Well, the quality of journalism is increasing, but there is still a massive divide between those who want great journalism and those who want clicks.
Joe Pompeo’s excellent deep dive on Capital New York provides a snapshot of the confusion:
Next up was [business editor Peter] Goodman, who channeled the sort of gospel one would expect from someone who spent “two decades in traditional newspaper journalism,” according to the bio on his personal website: Be thorough. Check your facts. Worry about getting it right, not about getting clicks. And if you have any doubt as to whether you can aggregate a story fairly, no matter how big the story may be, better to leave it to the competitors. The upshot, according to insiders familiar with the meeting, was that traffic is not the most important thing, and that page views should be earned by producing content that is trustworthy and compelling, not merely sensational.
But then Huffington Post’s chief technology officer, Paul Berry, who was running late, and had therefore missed Goodman’s speech, showed up and put in his two cents: Traffic is the most important thing.
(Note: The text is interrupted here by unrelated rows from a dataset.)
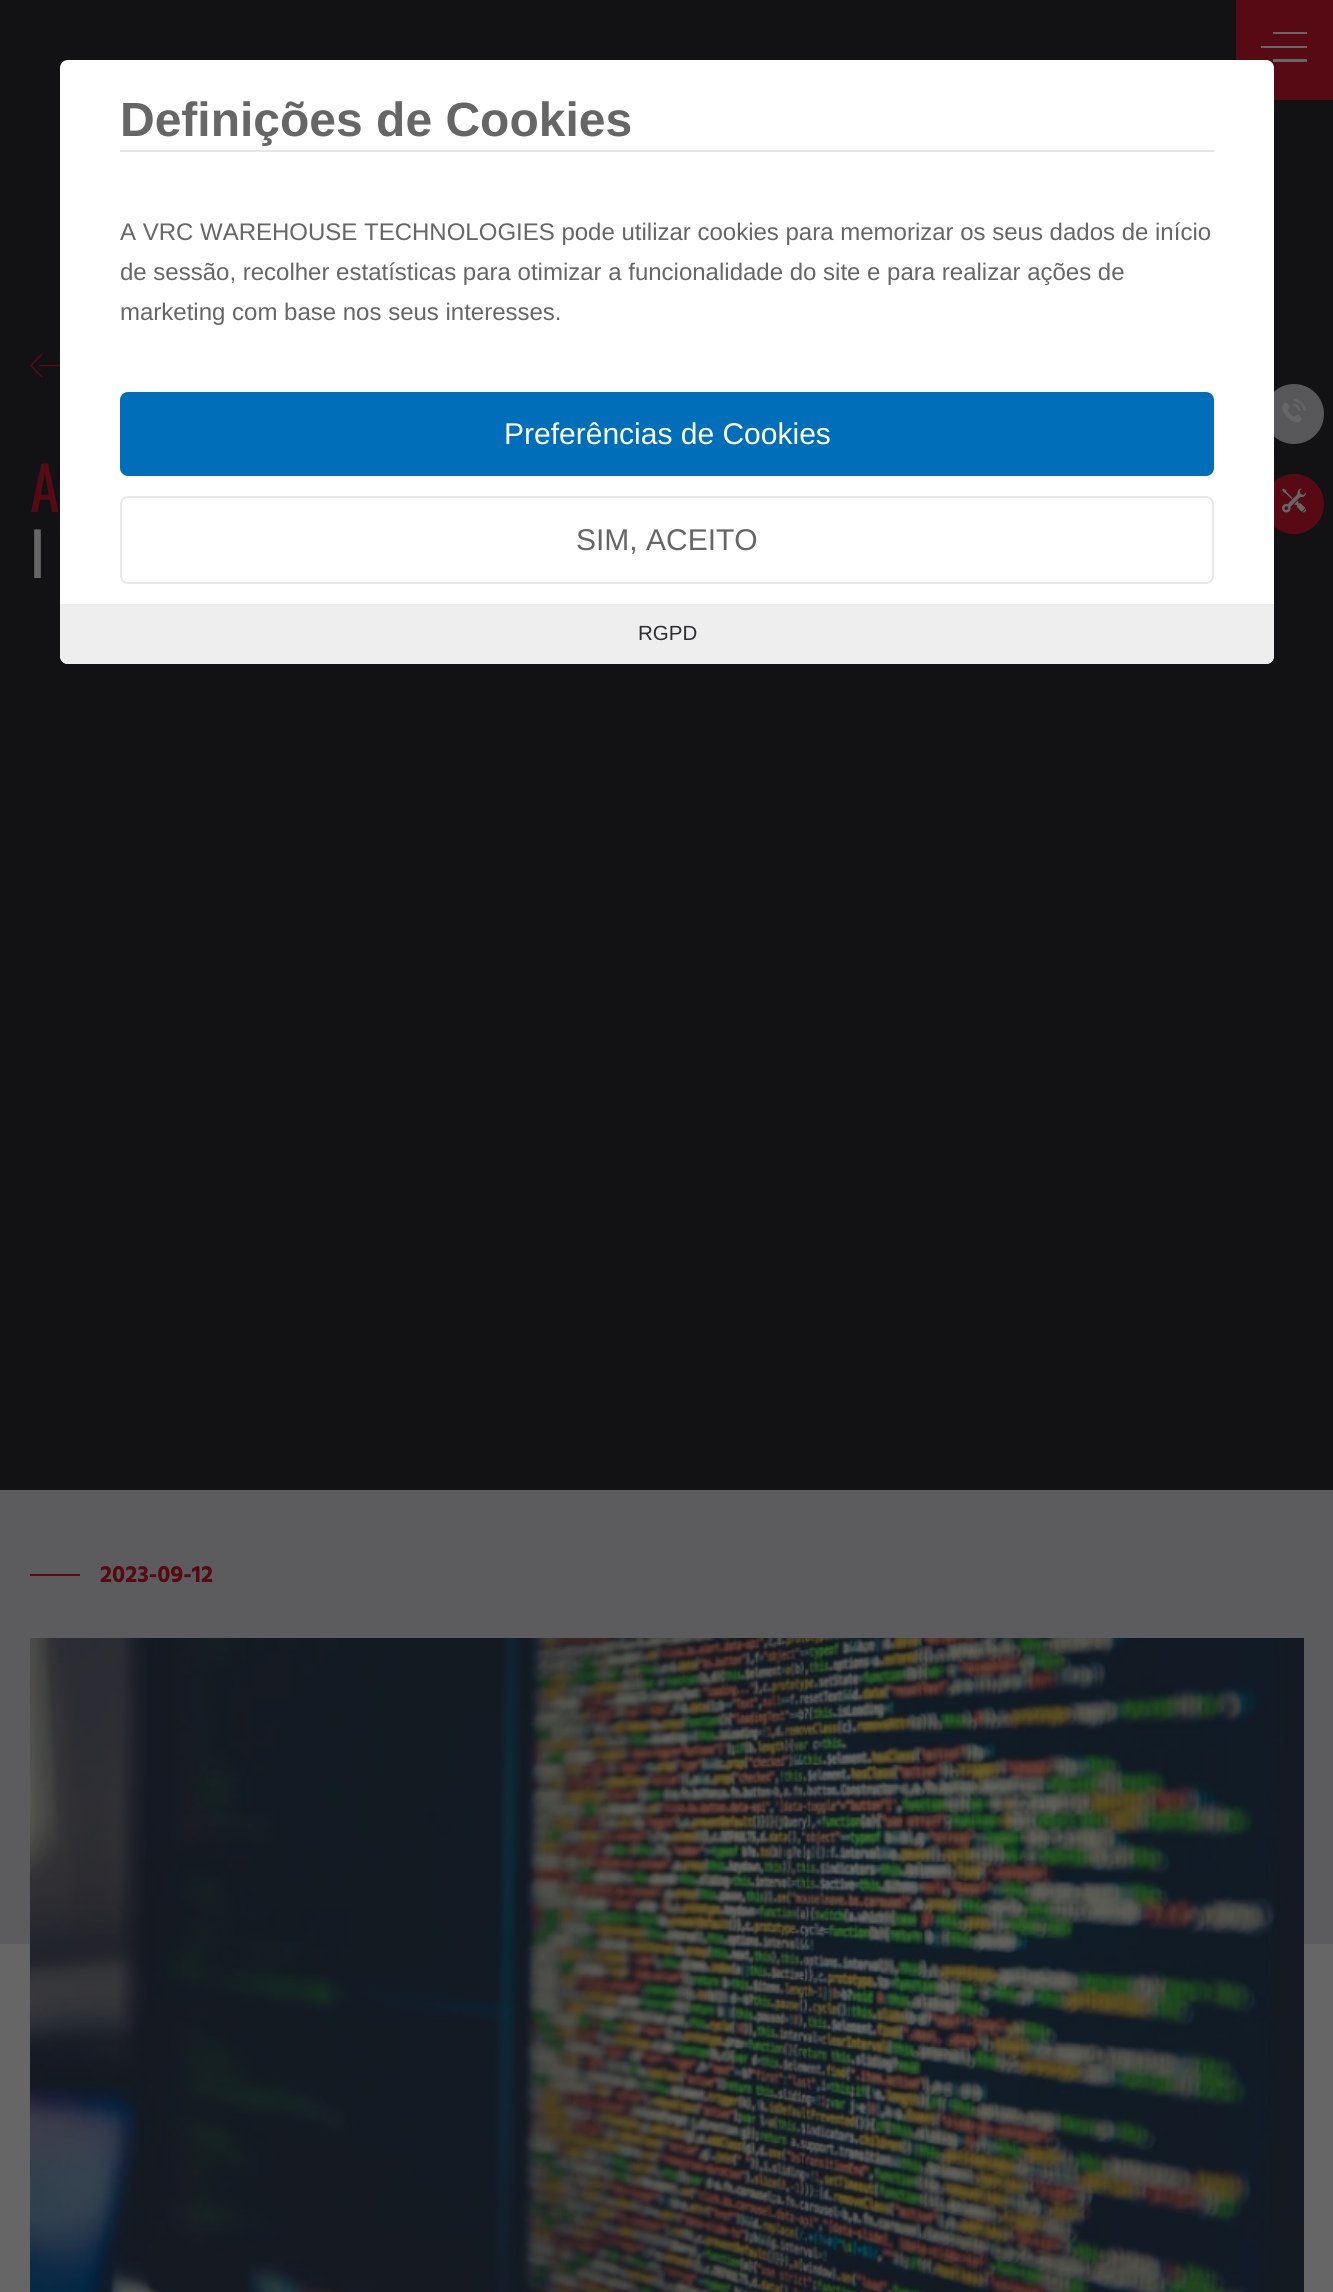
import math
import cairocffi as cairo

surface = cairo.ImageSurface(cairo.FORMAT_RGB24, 1333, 2292)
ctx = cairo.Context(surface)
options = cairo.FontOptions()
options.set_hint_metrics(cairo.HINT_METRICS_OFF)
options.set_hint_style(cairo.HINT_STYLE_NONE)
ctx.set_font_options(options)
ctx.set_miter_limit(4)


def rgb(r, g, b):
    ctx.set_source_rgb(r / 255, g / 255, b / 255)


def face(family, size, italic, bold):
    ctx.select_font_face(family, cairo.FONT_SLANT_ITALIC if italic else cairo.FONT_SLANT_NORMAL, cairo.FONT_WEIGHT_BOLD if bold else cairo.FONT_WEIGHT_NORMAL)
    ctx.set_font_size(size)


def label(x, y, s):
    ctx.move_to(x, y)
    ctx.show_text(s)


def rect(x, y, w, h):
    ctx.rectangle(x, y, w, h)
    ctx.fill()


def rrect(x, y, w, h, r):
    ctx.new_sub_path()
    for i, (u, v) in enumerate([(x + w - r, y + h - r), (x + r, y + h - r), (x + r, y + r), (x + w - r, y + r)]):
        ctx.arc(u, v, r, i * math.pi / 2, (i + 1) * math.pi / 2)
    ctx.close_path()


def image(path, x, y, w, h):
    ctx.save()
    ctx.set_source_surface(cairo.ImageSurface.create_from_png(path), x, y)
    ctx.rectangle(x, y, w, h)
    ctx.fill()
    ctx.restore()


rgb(102, 102, 102)
ctx.paint()
rgb(18, 18, 21)
rect(0, 0, 1333, 1490)
rgb(88, 10, 20)
rect(1236, 0, 97, 100)
rgb(102, 102, 102)
ctx.new_path()
ctx.move_to(1273, 32)
ctx.line_to(1307, 32)
ctx.line_to(1307, 34)
ctx.line_to(1273, 34)
ctx.close_path()
ctx.move_to(1273, 59)
ctx.line_to(1307, 59)
ctx.line_to(1307, 62)
ctx.line_to(1273, 62)
ctx.close_path()
ctx.move_to(1261, 46)
ctx.line_to(1307, 46)
ctx.line_to(1307, 48)
ctx.line_to(1261, 48)
ctx.close_path()
ctx.fill()
image('image0.png', 30, 353, 30, 25)
face('Oswald', 60, 0, 0)
rgb(88, 10, 20)
label(30, 512, 'A')
rgb(102, 102, 102)
label(30, 578, 'I')
rgb(87, 87, 89)
ctx.new_path()
ctx.arc(1294, 414, 30, 0, 2 * math.pi)
ctx.fill()
image('image1.png', 1282, 398, 24, 25)
rgb(88, 10, 20)
ctx.arc(1294, 504, 30, 0, 2 * math.pi)
ctx.fill()
image('image2.png', 1282, 488, 24, 25)
rgb(255, 255, 255)
rrect(60, 60, 1214, 604, 8)
ctx.fill()
rgb(230, 230, 230)
rect(120, 150, 1094, 2)
face('Liberation Sans', 48, 0, 1)
rgb(102, 102, 102)
label(120, 136, 'Definições de Cookies')
face('Liberation Sans', 24, 0, 0)
label(120, 240, 'A VRC WAREHOUSE TECHNOLOGIES pode utilizar cookies para memorizar os seus dados de início')
label(120, 280, 'de sessão, recolher estatísticas para otimizar a funcionalidade do site e para realizar ações de')
label(120, 320, 'marketing com base nos seus interesses.')
rgb(0, 110, 184)
rrect(120, 392, 1094, 84, 8)
ctx.fill()
face('Liberation Sans', 30, 0, 0)
rgb(255, 255, 255)
label(504, 444, 'Preferências de Cookies')
rrect(121, 497, 1092, 86, 7)
rgb(233, 233, 233)
ctx.stroke()
rgb(102, 102, 102)
label(576, 550, 'SIM, ACEITO')
rgb(238, 238, 238)
ctx.new_path()
ctx.move_to(60, 604)
ctx.line_to(1274, 604)
ctx.line_to(1274, 656)
ctx.curve_to(1274, 660.5, 1270.5, 664, 1266, 664)
ctx.line_to(68, 664)
ctx.curve_to(63.5, 664, 60, 660.5, 60, 656)
ctx.close_path()
ctx.fill()
face('Liberation Sans', 20.5, 0, 0)
rgb(46, 46, 52)
label(638, 640, 'RGPD')
rgb(92, 92, 94)
rect(0, 1490, 1333, 454)
rgb(88, 10, 20)
rect(30, 1574, 50, 2)
face('Hind', 24, 0, 1)
label(100, 1582, '2023-09-12')
image('image3.png', 30, 1638, 1274, 654)
surface.write_to_png('render.png')
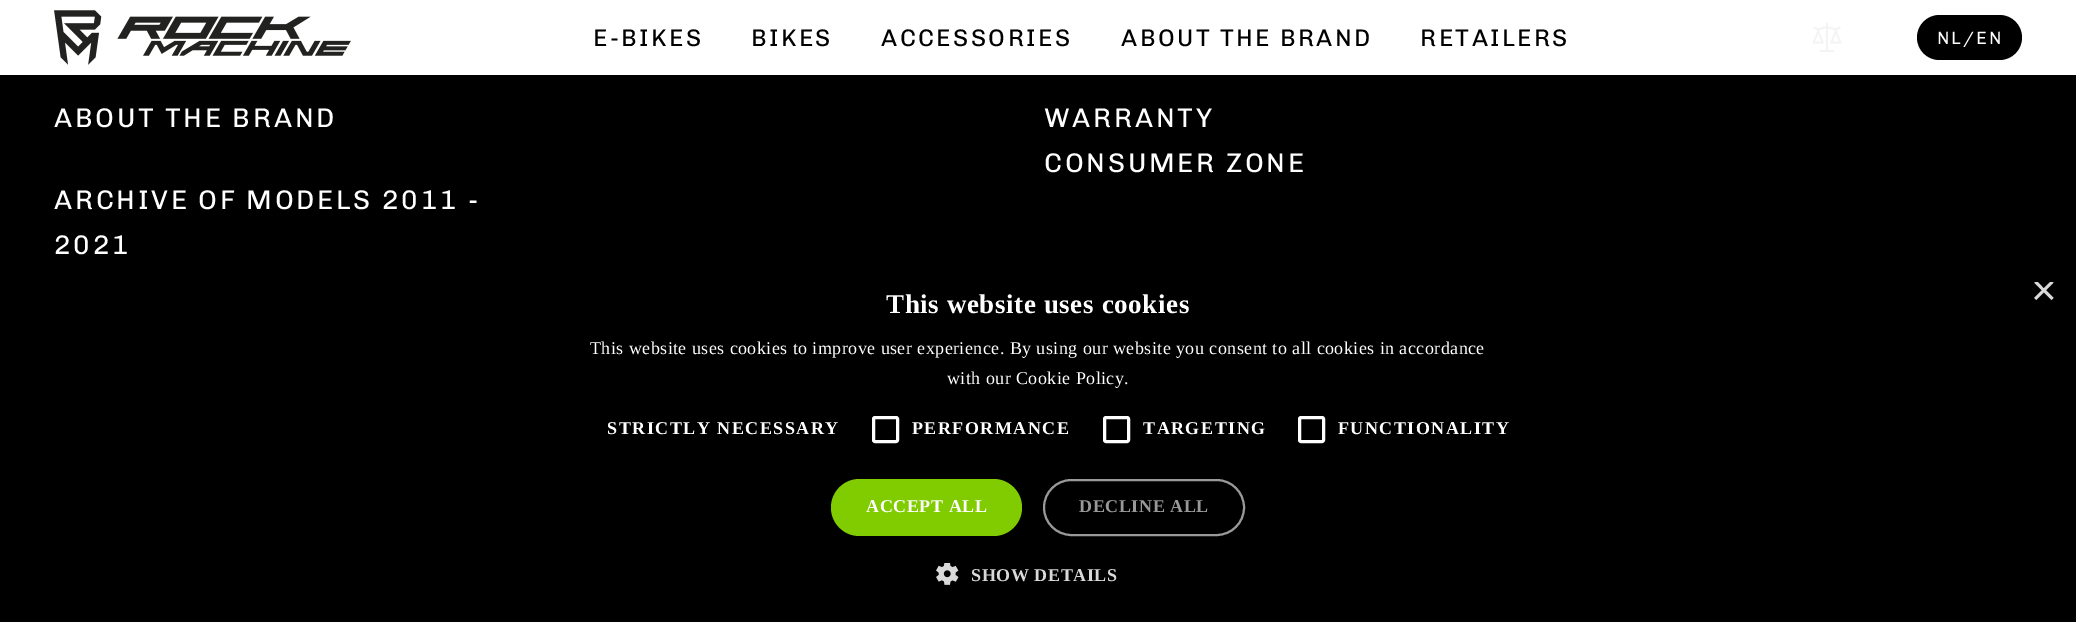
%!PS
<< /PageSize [2076 622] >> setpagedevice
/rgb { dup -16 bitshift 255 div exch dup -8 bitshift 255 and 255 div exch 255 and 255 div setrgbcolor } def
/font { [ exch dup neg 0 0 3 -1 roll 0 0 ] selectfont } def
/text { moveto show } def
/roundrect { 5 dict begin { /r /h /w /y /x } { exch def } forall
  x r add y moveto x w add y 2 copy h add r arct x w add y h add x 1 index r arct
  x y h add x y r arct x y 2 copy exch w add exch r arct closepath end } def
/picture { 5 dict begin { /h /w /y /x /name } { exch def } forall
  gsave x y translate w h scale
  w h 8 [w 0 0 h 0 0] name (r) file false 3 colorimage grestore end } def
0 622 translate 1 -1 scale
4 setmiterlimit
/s1 { /LiberationSans-Regular 44 font 16#D9D9D9 rgb } def
16#000000 rgb
0 0 2076 622 rectfill
16#FFFFFF rgb
0 0 2076 75 rectfill
(pic1.raw) 54 10 297 55 picture
/Chivo-Regular 24 font
16#000000 rgb
593 46 moveto 2.4 0 (E-BIKES) ashow
751 46 moveto 2.4 0 (BIKES) ashow
881 46 moveto 2.4 0 (ACCESSORIES) ashow
1121 46 moveto 2.4 0 (ABOUT THE BRAND) ashow
1420 46 moveto 2.4 0 (RETAILERS) ashow
(pic2.raw) 1812 23 30 29 picture
1917 15 105 45 22.5 roundrect fill
/Chivo-Regular 18 font
16#FFFFFF rgb
1937 44 moveto 2 0 (NL/EN) ashow
/Chivo-Regular 27 font
54 127 moveto 2.7 0 (ABOUT THE BRAND) ashow
54 209 moveto 2.7 0 (ARCHIVE OF MODELS 2011 -) ashow
54 254 moveto 2.7 0 (2021) ashow
1044 127 moveto 2.7 0 (WARRANTY) ashow
1044 172 moveto 2.7 0 (CONSUMER ZONE) ashow
gsave
2031 282 23 23 rectclip
s1
(×) 2031 305 text
grestore
/LiberationSerif-Bold 27 font
886 313 moveto 0.6 0 (This website uses cookies) ashow
/LiberationSerif-Regular 18 font
590 354 moveto 0.45 0 (This website uses cookies to improve user experience. By using our website you consent to all cookies in accordance) ashow
947 384 moveto 0.45 0 (with our Cookie Policy.) ashow
/LiberationSerif-Bold 18 font
607 434 moveto 1.5 0 (STRICTLY NECESSARY) ashow
3 setlinewidth
873.5 417.5 24 24 1.5 roundrect stroke
912 434 moveto 1.5 0 (PERFORMANCE) ashow
1104.5 417.5 24 24 1.5 roundrect stroke
1143 434 moveto 1.5 0 (TARGETING) ashow
1299.5 417.5 24 24 1.5 roundrect stroke
1338 434 moveto 1.5 0 (FUNCTIONALITY) ashow
16#80CC00 rgb
831 479 191 57 28.5 roundrect fill
16#FFFFFF rgb
866 512 moveto 0.6 0 (ACCEPT ALL) ashow
16#999999 rgb
2 setlinewidth
1044 480 200 55 27.5 roundrect stroke
1079 512 moveto 0.6 0 (DECLINE ALL) ashow
(pic3.raw) 936 563 23 22 picture
16#D9D9D9 rgb
971 581 moveto 0.6 0 (SHOW DETAILS) ashow
showpage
He explained that if a story gets a lot of page views that means it’s good: Quality and clicks correlate directly. Goodman listened from the sidelines without interrupting. It was awkward.
“It seemed to sum up this cognitive dissonance that’s going on between these two theories on how to do things,” an attendee later recalled.
Toward the end of the session, Goodman stepped in to clarify that what Berry really meant was that quality content, aggregated or otherwise, would inspire steady traffic growth over the long haul. Some staffers left the meeting scratching their heads anyway.